Pour faire taire les sceptiques, le gouvernement provincial invite simplement à constater les faits sur le terrain. Les actes, bien plus éloquents que les polémiques virtuelles, se mesurent en tonnes de matériaux déjà entreposés sur le site. L’entreprise adjudicataire a sécurisé l’essentiel de sa chaîne logistique, acheminant notamment de la limonite — idéale pour la stabilisation des sols tropicaux — ainsi que des moellons massifs destinés à l’aménagement durable du tronçon.
La présence tangible de ces matériaux atteste de l’effectivité et de l’irréversibilité de l’intervention. Loin d’un simple replâtrage de façade, il s’agit d’un traitement en profondeur de l’artère de Kabondo. Il n’y a donc, précise Me Lumumba, « aucun motif de conclure à un abandon, encore moins à un manque de volonté politique ».
L’engagement inébranlable du gouverneur Lendongolia
L’exécutif de la Tshopo refuse de voir sa vision de « Boyoma la Belle » compromise par la rumeur. « Le gouverneur de province, Son Excellence Paulin Lendongolia Lebabonga, reste pleinement engagé dans l’amélioration des infrastructures urbaines », a souligné le porte-parole, rappelant que la réhabilitation des voiries constitue l’un des piliers de l’action provinciale.
Ce n’est désormais plus qu’une question de jours avant la reprise effective du ballet des engins lourds. La poursuite et la finalisation des travaux sont officiellement prévues au cours de la semaine prochaine. Afin d’écarter toute approximation, le chef de l’exécutif provincial a d’ores et déjà instauré un mécanisme de suivi rigoureux, garantissant le strict respect du cahier des charges.
Un appel au sursaut citoyen et au discernement
En conclusion de cet exercice de clarification, Me Michel Lumumba a adressé un message empreint de responsabilité et d’apaisement à ses concitoyens. À l’heure où l’immédiateté d’Internet brouille souvent la frontière entre information vérifiée et désinformation, il a exhorté les Boyomais à faire preuve de discernement.
« J’invite toute la population au calme, mais surtout à faire preuve de discernement face aux informations non vérifiées, afin d’accompagner, avec responsabilité, les efforts engagés pour le développement de notre ville », a-t-il conclu avec force.

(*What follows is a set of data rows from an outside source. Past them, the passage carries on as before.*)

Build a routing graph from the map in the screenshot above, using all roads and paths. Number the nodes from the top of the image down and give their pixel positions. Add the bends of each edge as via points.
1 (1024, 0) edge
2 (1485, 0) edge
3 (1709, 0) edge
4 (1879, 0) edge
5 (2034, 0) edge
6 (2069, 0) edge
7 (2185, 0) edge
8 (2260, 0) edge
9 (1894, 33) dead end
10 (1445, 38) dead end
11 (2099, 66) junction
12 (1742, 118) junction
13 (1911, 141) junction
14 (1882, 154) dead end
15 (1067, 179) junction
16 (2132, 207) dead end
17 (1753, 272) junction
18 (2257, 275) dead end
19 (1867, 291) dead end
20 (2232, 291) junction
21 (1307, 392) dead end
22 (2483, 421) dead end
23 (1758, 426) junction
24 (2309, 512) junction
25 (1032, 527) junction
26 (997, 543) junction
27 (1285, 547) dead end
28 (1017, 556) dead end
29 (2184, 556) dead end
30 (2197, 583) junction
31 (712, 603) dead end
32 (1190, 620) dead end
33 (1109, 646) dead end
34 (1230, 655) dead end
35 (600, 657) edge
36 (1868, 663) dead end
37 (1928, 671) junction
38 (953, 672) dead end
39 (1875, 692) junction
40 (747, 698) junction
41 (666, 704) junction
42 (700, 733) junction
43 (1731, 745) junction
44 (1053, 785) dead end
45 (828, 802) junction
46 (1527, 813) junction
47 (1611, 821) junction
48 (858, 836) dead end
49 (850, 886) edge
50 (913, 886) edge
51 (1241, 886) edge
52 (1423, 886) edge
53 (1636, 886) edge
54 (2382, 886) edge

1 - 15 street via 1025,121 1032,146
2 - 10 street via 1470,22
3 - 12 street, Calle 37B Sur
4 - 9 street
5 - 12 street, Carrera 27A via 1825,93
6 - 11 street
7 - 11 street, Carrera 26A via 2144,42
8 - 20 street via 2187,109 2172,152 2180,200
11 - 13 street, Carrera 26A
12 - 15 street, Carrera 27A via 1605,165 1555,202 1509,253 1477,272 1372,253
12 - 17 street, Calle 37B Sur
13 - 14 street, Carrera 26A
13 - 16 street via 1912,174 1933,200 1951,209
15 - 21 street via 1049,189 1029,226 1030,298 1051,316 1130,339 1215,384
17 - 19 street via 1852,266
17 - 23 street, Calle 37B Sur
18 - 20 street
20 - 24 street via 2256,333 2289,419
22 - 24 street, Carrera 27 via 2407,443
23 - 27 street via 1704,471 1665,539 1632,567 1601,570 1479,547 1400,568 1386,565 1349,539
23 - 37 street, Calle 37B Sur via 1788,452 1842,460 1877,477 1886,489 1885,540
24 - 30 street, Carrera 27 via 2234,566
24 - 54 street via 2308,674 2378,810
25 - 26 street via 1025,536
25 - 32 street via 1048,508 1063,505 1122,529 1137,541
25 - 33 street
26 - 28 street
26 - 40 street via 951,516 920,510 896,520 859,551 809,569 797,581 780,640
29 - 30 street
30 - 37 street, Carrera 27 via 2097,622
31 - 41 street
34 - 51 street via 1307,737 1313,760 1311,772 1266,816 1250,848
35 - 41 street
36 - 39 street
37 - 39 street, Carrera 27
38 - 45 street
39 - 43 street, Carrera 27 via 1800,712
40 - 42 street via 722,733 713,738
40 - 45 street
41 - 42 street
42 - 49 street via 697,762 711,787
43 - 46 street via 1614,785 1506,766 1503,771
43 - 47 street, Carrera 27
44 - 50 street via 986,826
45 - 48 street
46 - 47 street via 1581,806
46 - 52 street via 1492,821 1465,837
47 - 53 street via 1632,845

Une manière élégante et percutante de rappeler que la construction d’une province forte ne s’accommode ni de la précipitation ni de la rumeur. Elle exige une unité de vision, de la patience face à la complexité des travaux publics et un partenariat indéfectible entre un État qui agit et des citoyens engagés. À Kisangani, les actes sont en marche, et l’heure est résolument au développement, loin du brouhaha numérique.